How to complete this task> Every line in the records below with the string "graph" needs to be copied out.
-*-
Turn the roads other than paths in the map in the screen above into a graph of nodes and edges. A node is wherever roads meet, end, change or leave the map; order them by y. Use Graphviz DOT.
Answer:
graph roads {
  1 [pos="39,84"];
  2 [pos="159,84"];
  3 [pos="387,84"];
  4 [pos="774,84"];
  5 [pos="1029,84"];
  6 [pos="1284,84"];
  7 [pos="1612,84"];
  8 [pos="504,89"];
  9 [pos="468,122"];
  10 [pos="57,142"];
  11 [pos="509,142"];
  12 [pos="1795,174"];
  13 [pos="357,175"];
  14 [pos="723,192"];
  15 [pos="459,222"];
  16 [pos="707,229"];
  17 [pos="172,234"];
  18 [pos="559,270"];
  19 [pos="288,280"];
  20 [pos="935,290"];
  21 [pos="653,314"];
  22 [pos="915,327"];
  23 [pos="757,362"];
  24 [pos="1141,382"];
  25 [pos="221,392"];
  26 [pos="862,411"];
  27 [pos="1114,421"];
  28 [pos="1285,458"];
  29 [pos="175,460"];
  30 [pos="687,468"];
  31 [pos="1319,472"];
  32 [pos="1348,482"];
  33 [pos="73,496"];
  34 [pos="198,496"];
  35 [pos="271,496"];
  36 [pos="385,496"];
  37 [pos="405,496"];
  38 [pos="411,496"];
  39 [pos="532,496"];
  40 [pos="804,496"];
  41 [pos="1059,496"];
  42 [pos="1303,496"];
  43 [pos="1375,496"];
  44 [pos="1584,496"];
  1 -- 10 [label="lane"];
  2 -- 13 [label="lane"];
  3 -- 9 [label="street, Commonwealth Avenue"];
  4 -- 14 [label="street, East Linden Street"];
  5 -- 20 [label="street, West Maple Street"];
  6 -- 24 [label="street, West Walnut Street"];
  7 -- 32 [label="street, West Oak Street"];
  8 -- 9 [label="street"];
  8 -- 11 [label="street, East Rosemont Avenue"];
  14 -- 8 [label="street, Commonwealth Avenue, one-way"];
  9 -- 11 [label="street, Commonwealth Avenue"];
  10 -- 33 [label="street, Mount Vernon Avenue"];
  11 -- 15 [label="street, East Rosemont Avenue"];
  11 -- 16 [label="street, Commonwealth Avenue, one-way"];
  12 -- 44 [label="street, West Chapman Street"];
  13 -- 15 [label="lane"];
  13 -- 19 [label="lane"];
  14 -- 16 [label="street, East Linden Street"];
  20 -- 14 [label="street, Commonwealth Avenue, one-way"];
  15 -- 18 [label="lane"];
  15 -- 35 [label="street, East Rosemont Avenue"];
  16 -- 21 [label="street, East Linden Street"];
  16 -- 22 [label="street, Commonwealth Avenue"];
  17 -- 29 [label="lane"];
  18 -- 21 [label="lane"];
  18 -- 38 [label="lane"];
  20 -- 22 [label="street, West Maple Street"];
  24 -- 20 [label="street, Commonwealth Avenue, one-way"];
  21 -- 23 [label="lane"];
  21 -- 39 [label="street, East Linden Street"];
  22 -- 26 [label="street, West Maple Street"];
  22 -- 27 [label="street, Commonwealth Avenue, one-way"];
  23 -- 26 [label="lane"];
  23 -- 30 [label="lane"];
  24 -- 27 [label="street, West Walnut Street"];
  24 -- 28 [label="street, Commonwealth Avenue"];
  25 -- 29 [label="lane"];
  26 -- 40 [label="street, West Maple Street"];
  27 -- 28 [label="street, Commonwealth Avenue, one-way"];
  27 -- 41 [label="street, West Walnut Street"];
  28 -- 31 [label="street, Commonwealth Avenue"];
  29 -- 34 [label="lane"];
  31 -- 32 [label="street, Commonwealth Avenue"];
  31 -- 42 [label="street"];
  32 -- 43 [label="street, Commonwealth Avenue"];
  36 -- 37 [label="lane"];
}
-*-
Solution>
Turn the roads other than paths in the map in the screen above into a graph of nodes and edges. A node is wherever roads meet, end, change or leave the map; order them by y. Use Graphviz DOT.
graph roads {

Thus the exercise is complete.